After a space, Seabrooke picked up the thread of his recital. "We learned a bitter lesson. We
rebuilt the laboratory with thicker, reinforced walls and we rebuilt the vehicle; we programmed a new line
of research accenting the safety factor. That factor settled itself at just sixty-one seconds, and we were
satisfied."
Chaney said: "They've been counted for me, again and again. I'll lose a minute on every trip."
"A passenger embarking for any distant point, you, will leave at twelve o'clock, let us say, and
return not sooner than sixty-one seconds after twelve. The amount of elapsed time in the field will not
affect the return; if you stayed there ten years you would return sixty-one seconds _after_ you launched.
If we could not be absolutely certain of that we would close shop and admit defeat."
"Thank you," Chaney said soberly. "I like my skin. How are you protecting those men now?"
"By reinforced walls and remote observation. The engineers work in an adjoining room but five
feet of steel and concrete will separate you. They operate and observe the TDV by closed circuit
television; indeed, they observe not only the operations room itself but the corridor to it and the
storeroom and fallout shelter: everything on that level of basement."
Curiously: "How do you really know the vehicle is moving? Is it displacing anything?"
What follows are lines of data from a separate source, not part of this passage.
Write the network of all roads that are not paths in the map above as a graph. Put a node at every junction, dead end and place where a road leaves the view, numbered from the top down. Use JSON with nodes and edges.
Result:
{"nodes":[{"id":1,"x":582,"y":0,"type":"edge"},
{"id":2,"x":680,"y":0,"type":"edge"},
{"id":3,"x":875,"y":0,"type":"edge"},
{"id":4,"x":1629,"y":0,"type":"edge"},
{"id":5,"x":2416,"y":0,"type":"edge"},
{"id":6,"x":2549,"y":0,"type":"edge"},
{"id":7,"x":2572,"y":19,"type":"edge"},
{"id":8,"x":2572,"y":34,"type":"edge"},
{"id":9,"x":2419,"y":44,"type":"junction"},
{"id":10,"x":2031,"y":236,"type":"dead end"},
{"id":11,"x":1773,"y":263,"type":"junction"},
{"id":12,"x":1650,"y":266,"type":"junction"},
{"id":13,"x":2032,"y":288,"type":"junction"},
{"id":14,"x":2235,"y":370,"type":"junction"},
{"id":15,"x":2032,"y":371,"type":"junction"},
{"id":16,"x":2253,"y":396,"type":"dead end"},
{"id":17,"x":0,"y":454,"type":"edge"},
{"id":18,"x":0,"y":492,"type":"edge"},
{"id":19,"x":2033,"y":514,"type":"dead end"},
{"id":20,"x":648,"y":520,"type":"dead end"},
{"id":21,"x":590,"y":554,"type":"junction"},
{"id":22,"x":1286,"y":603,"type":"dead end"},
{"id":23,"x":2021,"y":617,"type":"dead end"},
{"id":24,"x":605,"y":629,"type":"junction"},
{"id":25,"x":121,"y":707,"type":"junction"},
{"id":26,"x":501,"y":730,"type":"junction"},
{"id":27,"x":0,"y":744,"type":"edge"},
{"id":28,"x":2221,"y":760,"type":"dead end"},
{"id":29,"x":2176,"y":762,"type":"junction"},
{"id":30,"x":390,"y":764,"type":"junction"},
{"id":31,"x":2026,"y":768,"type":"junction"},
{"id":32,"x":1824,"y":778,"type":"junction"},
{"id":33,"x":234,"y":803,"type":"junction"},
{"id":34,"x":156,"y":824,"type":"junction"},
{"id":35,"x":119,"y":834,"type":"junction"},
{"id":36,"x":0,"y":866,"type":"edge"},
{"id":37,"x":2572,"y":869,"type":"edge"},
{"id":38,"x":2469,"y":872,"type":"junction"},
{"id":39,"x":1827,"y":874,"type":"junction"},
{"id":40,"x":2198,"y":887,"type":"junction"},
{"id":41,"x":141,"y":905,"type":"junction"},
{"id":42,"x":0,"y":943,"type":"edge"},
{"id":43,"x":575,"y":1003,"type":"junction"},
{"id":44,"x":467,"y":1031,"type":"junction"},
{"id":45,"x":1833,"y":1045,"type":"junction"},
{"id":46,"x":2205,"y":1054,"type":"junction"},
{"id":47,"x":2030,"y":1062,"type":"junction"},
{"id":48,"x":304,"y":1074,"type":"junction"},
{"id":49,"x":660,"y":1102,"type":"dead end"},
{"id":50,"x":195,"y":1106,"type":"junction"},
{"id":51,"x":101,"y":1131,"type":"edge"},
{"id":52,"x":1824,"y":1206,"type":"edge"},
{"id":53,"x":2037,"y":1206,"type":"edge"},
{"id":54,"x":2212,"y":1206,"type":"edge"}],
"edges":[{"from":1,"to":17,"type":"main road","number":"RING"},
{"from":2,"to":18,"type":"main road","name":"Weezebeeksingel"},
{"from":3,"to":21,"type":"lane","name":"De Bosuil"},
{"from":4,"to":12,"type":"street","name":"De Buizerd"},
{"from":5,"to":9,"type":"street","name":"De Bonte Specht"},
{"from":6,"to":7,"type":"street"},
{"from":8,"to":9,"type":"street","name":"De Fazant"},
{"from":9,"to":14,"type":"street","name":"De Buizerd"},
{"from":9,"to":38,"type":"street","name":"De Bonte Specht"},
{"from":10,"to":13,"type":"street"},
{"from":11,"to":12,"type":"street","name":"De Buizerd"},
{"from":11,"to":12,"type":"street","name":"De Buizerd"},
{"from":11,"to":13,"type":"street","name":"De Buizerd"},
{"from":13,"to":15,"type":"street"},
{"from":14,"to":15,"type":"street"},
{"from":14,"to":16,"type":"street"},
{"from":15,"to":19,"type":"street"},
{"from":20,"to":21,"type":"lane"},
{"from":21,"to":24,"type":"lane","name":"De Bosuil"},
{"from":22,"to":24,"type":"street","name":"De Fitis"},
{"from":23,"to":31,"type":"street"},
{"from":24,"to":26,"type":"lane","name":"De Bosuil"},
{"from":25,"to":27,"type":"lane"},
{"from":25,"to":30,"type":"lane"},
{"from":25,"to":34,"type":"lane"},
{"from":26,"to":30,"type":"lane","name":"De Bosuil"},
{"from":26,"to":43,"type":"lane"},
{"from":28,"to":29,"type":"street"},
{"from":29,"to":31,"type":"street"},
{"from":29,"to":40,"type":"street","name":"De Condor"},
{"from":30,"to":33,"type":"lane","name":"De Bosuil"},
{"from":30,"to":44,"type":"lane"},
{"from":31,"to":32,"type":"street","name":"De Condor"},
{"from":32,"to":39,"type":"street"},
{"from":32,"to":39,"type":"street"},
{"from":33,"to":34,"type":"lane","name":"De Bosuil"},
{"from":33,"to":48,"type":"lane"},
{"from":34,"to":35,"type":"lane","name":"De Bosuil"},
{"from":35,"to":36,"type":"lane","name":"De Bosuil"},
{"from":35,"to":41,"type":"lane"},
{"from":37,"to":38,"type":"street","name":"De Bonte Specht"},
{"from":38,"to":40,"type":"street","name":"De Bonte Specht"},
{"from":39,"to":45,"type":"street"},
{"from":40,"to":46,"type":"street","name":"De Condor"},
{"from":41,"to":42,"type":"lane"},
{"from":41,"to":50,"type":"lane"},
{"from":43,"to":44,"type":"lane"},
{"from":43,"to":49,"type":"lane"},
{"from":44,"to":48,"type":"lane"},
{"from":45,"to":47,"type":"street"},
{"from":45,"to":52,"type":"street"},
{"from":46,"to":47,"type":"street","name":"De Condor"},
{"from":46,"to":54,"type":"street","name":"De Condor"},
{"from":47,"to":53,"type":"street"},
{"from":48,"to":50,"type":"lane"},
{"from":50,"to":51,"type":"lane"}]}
"It does not move, does not travel in the sense of passing through space. The vehicle will always
remain in its original location, unless we choose to move it elsewhere. But it does operate, and in
operation it displaces temporal strata just as surely as those people in the pool are displacing water by
plunging into it."
"How did you prove that?"
"A camera was mounted in the fore of the vehicle, looking through a port into the operations room.
A clock and a day-calendar hang on a wall in direct line of sight of that camera. The camera has not only
photographed past hours and dates but has taken pictures of the wall _before_ the clock was placed
there. We know the TDV has probed at least twelve months into the past."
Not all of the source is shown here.